Il faut à la fois renforcer la péréquation verticale – portée par la dotation globale de fonctionnement (DGF) – et maintenir la péréquation horizontale qui assure la solidarité entre les territoires. Comme la péréquation est aujourd'hui insuffisante, nous avons créé un fonds spécifique pour la région Île-de-France – que nous souhaitons doter de 60 millions d'euros – et nous avons conservé ce que la précédente majorité avait mis en place. L'évolution de la DGF doit prendre en compte la question des terrains rendus inconstructibles par des dispositions d'intérêt général dans les communes rurales. Nous soumettrons des propositions au Parlement afin que les assiettes fiscales nouvelles soient élaborées au plus tard pour le projet de loi de finances de 2015. Il y a notamment lieu de régler la question du transfert : si une région, disposant d'une ressource particulière, demande une délégation spécifique, le transfert concerne-t-il la ressource ou l'assiette fiscale ? Mais, dans le cas de l'eau, comment déterminer une assiette, sauf à imposer un prélèvement sur chaque mètre cube ? D'où la nécessité de simulations très précises, pour éviter les déboires rencontrés avec la CVAE. Mais, le moment venu, nous constituerons des groupes de travail thématiques auxquels je vous invite à vous joindre, dans un esprit transpartisan…

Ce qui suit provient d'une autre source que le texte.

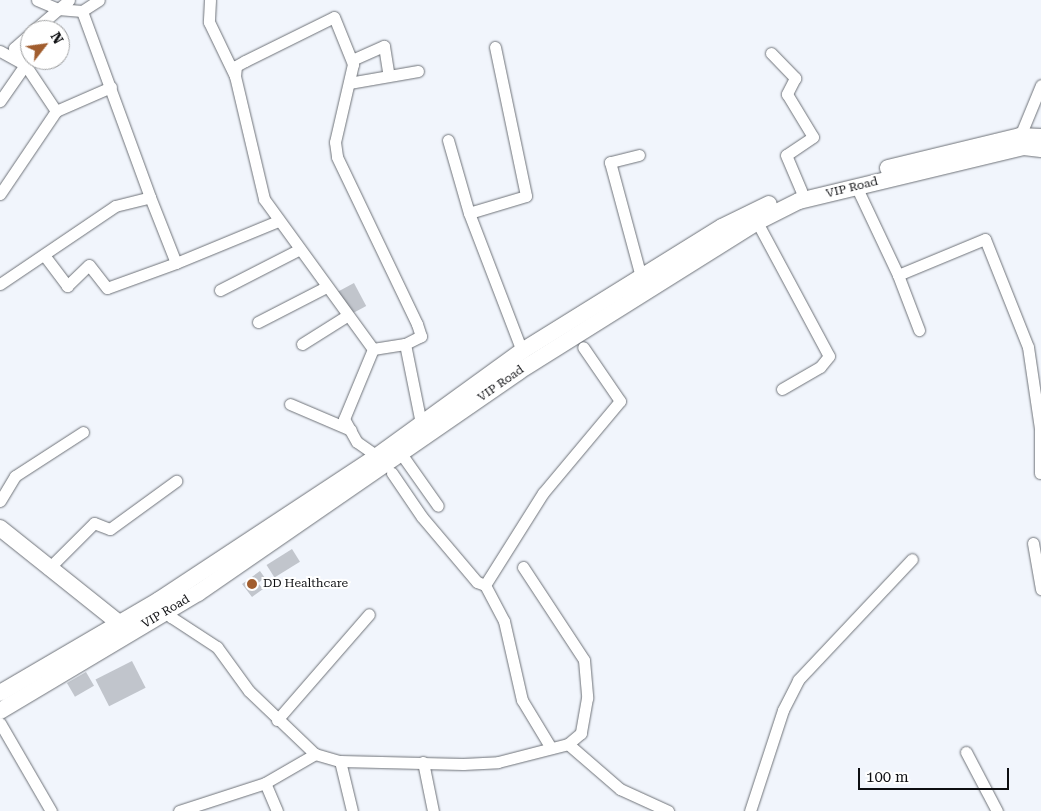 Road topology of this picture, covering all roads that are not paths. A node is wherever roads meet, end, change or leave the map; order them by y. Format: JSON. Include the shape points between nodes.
{"nodes":[{"id":1,"x":37,"y":0,"type":"edge"},
{"id":2,"x":69,"y":0,"type":"edge"},
{"id":3,"x":76,"y":0,"type":"edge"},
{"id":4,"x":99,"y":0,"type":"edge"},
{"id":5,"x":210,"y":0,"type":"edge"},
{"id":6,"x":58,"y":9,"type":"junction"},
{"id":7,"x":82,"y":11,"type":"junction"},
{"id":8,"x":45,"y":20,"type":"edge"},
{"id":9,"x":20,"y":43,"type":"edge"},
{"id":10,"x":495,"y":47,"type":"dead end"},
{"id":11,"x":0,"y":51,"type":"edge"},
{"id":12,"x":771,"y":54,"type":"dead end"},
{"id":13,"x":20,"y":57,"type":"edge"},
{"id":14,"x":352,"y":60,"type":"junction"},
{"id":15,"x":20,"y":61,"type":"edge"},
{"id":16,"x":21,"y":70,"type":"edge"},
{"id":17,"x":29,"y":70,"type":"edge"},
{"id":18,"x":418,"y":71,"type":"dead end"},
{"id":19,"x":235,"y":76,"type":"junction"},
{"id":20,"x":389,"y":76,"type":"junction"},
{"id":21,"x":349,"y":82,"type":"junction"},
{"id":22,"x":1041,"y":85,"type":"edge"},
{"id":23,"x":111,"y":87,"type":"junction"},
{"id":24,"x":0,"y":101,"type":"edge"},
{"id":25,"x":56,"y":111,"type":"junction"},
{"id":26,"x":1020,"y":136,"type":"junction"},
{"id":27,"x":1041,"y":137,"type":"edge"},
{"id":28,"x":448,"y":140,"type":"dead end"},
{"id":29,"x":1041,"y":149,"type":"edge"},
{"id":30,"x":639,"y":154,"type":"dead end"},
{"id":31,"x":878,"y":176,"type":"junction"},
{"id":32,"x":856,"y":186,"type":"junction"},
{"id":33,"x":801,"y":191,"type":"junction"},
{"id":34,"x":0,"y":194,"type":"edge"},
{"id":35,"x":150,"y":197,"type":"junction"},
{"id":36,"x":469,"y":213,"type":"junction"},
{"id":37,"x":278,"y":221,"type":"junction"},
{"id":38,"x":758,"y":222,"type":"junction"},
{"id":39,"x":298,"y":250,"type":"junction"},
{"id":40,"x":44,"y":255,"type":"junction"},
{"id":41,"x":176,"y":263,"type":"junction"},
{"id":42,"x":898,"y":275,"type":"junction"},
{"id":43,"x":641,"y":277,"type":"junction"},
{"id":44,"x":0,"y":284,"type":"edge"},
{"id":45,"x":326,"y":287,"type":"junction"},
{"id":46,"x":220,"y":290,"type":"dead end"},
{"id":47,"x":348,"y":315,"type":"junction"},
{"id":48,"x":258,"y":322,"type":"dead end"},
{"id":49,"x":919,"y":330,"type":"dead end"},
{"id":50,"x":302,"y":344,"type":"dead end"},
{"id":51,"x":405,"y":344,"type":"junction"},
{"id":52,"x":583,"y":347,"type":"dead end"},
{"id":53,"x":373,"y":349,"type":"junction"},
{"id":54,"x":522,"y":351,"type":"junction"},
{"id":55,"x":782,"y":388,"type":"dead end"},
{"id":56,"x":290,"y":404,"type":"dead end"},
{"id":57,"x":421,"y":423,"type":"junction"},
{"id":58,"x":350,"y":430,"type":"junction"},
{"id":59,"x":83,"y":432,"type":"dead end"},
{"id":60,"x":402,"y":455,"type":"junction"},
{"id":61,"x":377,"y":456,"type":"junction"},
{"id":62,"x":392,"y":473,"type":"dead end"},
{"id":63,"x":1040,"y":473,"type":"edge"},
{"id":64,"x":176,"y":481,"type":"dead end"},
{"id":65,"x":0,"y":501,"type":"edge"},
{"id":66,"x":438,"y":506,"type":"dead end"},
{"id":67,"x":0,"y":528,"type":"edge"},
{"id":68,"x":1033,"y":543,"type":"dead end"},
{"id":69,"x":912,"y":559,"type":"dead end"},
{"id":70,"x":523,"y":567,"type":"dead end"},
{"id":71,"x":48,"y":569,"type":"junction"},
{"id":72,"x":485,"y":585,"type":"junction"},
{"id":73,"x":1041,"y":589,"type":"edge"},
{"id":74,"x":162,"y":606,"type":"junction"},
{"id":75,"x":369,"y":614,"type":"dead end"},
{"id":76,"x":127,"y":628,"type":"junction"},
{"id":77,"x":0,"y":693,"type":"edge"},
{"id":78,"x":0,"y":711,"type":"edge"},
{"id":79,"x":277,"y":720,"type":"junction"},
{"id":80,"x":0,"y":723,"type":"edge"},
{"id":81,"x":568,"y":744,"type":"junction"},
{"id":82,"x":551,"y":748,"type":"junction"},
{"id":83,"x":966,"y":752,"type":"dead end"},
{"id":84,"x":315,"y":754,"type":"junction"},
{"id":85,"x":340,"y":761,"type":"junction"},
{"id":86,"x":423,"y":762,"type":"junction"},
{"id":87,"x":265,"y":782,"type":"junction"},
{"id":88,"x":49,"y":809,"type":"edge"},
{"id":89,"x":178,"y":811,"type":"edge"},
{"id":90,"x":277,"y":811,"type":"edge"},
{"id":91,"x":352,"y":811,"type":"edge"},
{"id":92,"x":433,"y":811,"type":"edge"},
{"id":93,"x":668,"y":811,"type":"edge"},
{"id":94,"x":750,"y":811,"type":"edge"},
{"id":95,"x":997,"y":811,"type":"edge"}],
"edges":[{"from":1,"to":6,"type":"street"},
{"from":2,"to":6,"type":"street"},
{"from":3,"to":7,"type":"street"},
{"from":4,"to":7,"type":"street"},
{"from":5,"to":19,"type":"street","via":[[210,22]]},
{"from":6,"to":7,"type":"street"},
{"from":6,"to":8,"type":"street"},
{"from":7,"to":23,"type":"street"},
{"from":9,"to":13,"type":"street","via":[[14,48]]},
{"from":10,"to":36,"type":"street","via":[[526,196]]},
{"from":11,"to":15,"type":"street"},
{"from":12,"to":33,"type":"street","via":[[795,78],[787,94],[813,137],[786,155]]},
{"from":14,"to":19,"type":"street","via":[[334,17],[245,60],[236,66]]},
{"from":14,"to":20,"type":"street","via":[[384,46]]},
{"from":14,"to":21,"type":"street"},
{"from":16,"to":24,"type":"street"},
{"from":17,"to":25,"type":"street"},
{"from":18,"to":20,"type":"street"},
{"from":19,"to":37,"type":"street","via":[[264,200]]},
{"from":20,"to":21,"type":"street"},
{"from":21,"to":51,"type":"street","via":[[335,142],[337,157],[417,324],[421,336]]},
{"from":22,"to":26,"type":"street"},
{"from":23,"to":25,"type":"street"},
{"from":23,"to":35,"type":"street"},
{"from":25,"to":34,"type":"street"},
{"from":26,"to":27,"type":"main road","name":"VIP Road"},
{"from":26,"to":31,"type":"main road","name":"VIP Road"},
{"from":28,"to":36,"type":"street"},
{"from":29,"to":31,"type":"main road","name":"VIP Road","via":[[1024,147]]},
{"from":30,"to":43,"type":"street","via":[[610,162]]},
{"from":31,"to":32,"type":"main road","name":"VIP Road"},
{"from":31,"to":33,"type":"main road","name":"VIP Road"},
{"from":32,"to":38,"type":"main road","name":"VIP Road","via":[[799,201]]},
{"from":32,"to":42,"type":"street"},
{"from":33,"to":43,"type":"main road","name":"VIP Road","via":[[722,227]]},
{"from":35,"to":40,"type":"street","via":[[114,206]]},
{"from":35,"to":41,"type":"street"},
{"from":36,"to":54,"type":"street"},
{"from":37,"to":39,"type":"street"},
{"from":37,"to":41,"type":"street"},
{"from":38,"to":55,"type":"street","via":[[829,356],[820,367]]},
{"from":38,"to":60,"type":"main road","name":"VIP Road","via":[[518,372]]},
{"from":39,"to":45,"type":"street"},
{"from":39,"to":46,"type":"street"},
{"from":40,"to":41,"type":"street","via":[[67,286],[89,265],[107,288]]},
{"from":40,"to":44,"type":"street"},
{"from":42,"to":49,"type":"street"},
{"from":42,"to":63,"type":"street","via":[[985,239],[1028,346],[1040,428]]},
{"from":43,"to":54,"type":"main road","name":"VIP Road"},
{"from":45,"to":47,"type":"street"},
{"from":45,"to":48,"type":"street"},
{"from":47,"to":50,"type":"street"},
{"from":47,"to":53,"type":"street"},
{"from":51,"to":53,"type":"street"},
{"from":51,"to":57,"type":"street"},
{"from":52,"to":72,"type":"street","via":[[620,401],[543,492]]},
{"from":53,"to":58,"type":"street","via":[[344,419]]},
{"from":54,"to":57,"type":"main road","name":"VIP Road"},
{"from":56,"to":58,"type":"street"},
{"from":57,"to":61,"type":"main road","name":"VIP Road"},
{"from":58,"to":61,"type":"street","via":[[357,442]]},
{"from":59,"to":65,"type":"street","via":[[14,476]]},
{"from":60,"to":66,"type":"street"},
{"from":60,"to":74,"type":"main road","name":"VIP Road"},
{"from":61,"to":74,"type":"main road","name":"VIP Road"},
{"from":62,"to":72,"type":"street","via":[[422,517],[477,582]]},
{"from":64,"to":71,"type":"street","via":[[167,492],[151,496],[110,529],[94,523]]},
{"from":67,"to":71,"type":"main road"},
{"from":68,"to":73,"type":"street"},
{"from":69,"to":94,"type":"street","via":[[798,680],[783,710]]},
{"from":70,"to":81,"type":"street","via":[[584,660],[587,698],[581,733]]},
{"from":71,"to":76,"type":"main road"},
{"from":72,"to":82,"type":"street","via":[[504,621],[522,700]]},
{"from":74,"to":76,"type":"main road","name":"VIP Road"},
{"from":74,"to":79,"type":"street","via":[[217,647],[249,691]]},
{"from":75,"to":79,"type":"street"},
{"from":76,"to":77,"type":"main road","name":"VIP Road"},
{"from":76,"to":78,"type":"main road","name":"VIP Road"},
{"from":79,"to":84,"type":"street"},
{"from":80,"to":88,"type":"street"},
{"from":81,"to":82,"type":"street"},
{"from":81,"to":93,"type":"street","via":[[620,789]]},
{"from":82,"to":86,"type":"street","via":[[498,762]]},
{"from":83,"to":95,"type":"street"},
{"from":84,"to":85,"type":"street"},
{"from":84,"to":87,"type":"street"},
{"from":85,"to":86,"type":"street"},
{"from":85,"to":91,"type":"street"},
{"from":86,"to":92,"type":"street"},
{"from":87,"to":89,"type":"street"},
{"from":87,"to":90,"type":"street"}]}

Monsieur Florent Boudié, il nous faut en effet renouer les liens de confiance que la réforme de 2004 a rompus. Cette année-là, la région a cessé d'être un échelon de mission pour devenir une administration gérant des personnels techniciens, ouvriers et de service (TOS) – en Bretagne par exemple, le nombre d'agents placés sous l'autorité de la région est passé de 1 500 à 7 500, ce qui a engendré des besoins en matière de fonctions supports et des difficultés liées à la distance entre le chef-lieu régional et les cités scolaires. Cette évolution, non prévue par le projet de loi, fut une erreur. Nous devons donc effectuer le mouvement inverse et ramener les régions vers une activité centrée sur la conduite de projets en ne leur transférant aucune tâche de gestion supplémentaire. Elles pourront par exemple participer aux réflexions menées par le nouveau commissariat général à la stratégie et à la prospective sur les filières économiques et sur les coopérations internationales.
La France ne possède pas l'exclusivité du mille-feuille : la Suède, par exemple, emploie 140 fonctionnaires pour 1 000 habitants – contre 90 en France –, percevant des salaires bien supérieurs à ceux pratiqués dans notre pays, pour, entre autres choses, animer 400 agences indépendantes chargées de la conduite des politiques publiques. Le modèle n'est donc pas là…
En revanche, nous pouvons clarifier ! Nous proposons au Parlement qu'on ne puisse pas autoriser de cofinancement sans signature de pacte de gouvernance. En l'absence d'entente, le chef de file s'imposera, ce qui revient à reconnaître un principe de compétence exclusive. Cette réforme pourrait certes être jugée contraire à la libre administration des collectivités territoriales, garantie par la Constitution, mais une telle règle permettrait de développer la confiance et d'adapter les règles d'organisation à chaque région. Il me semble plus intéressant pour les élus d'élaborer des pactes de gouvernance plutôt que de suivre des directives qu'on leur imposerait.
La loi du 16 novembre 2010 conférait au préfet le dernier mot sur le schéma départemental de coopération intercommunale, ce qui a heurté les élus. Il aurait été préférable de donner le pouvoir de décision à la commission départementale de coopération intercommunale (CDCI), quitte à prévoir éventuellement la possibilité de former un recours. Cela étant, ce qui est fait est fait.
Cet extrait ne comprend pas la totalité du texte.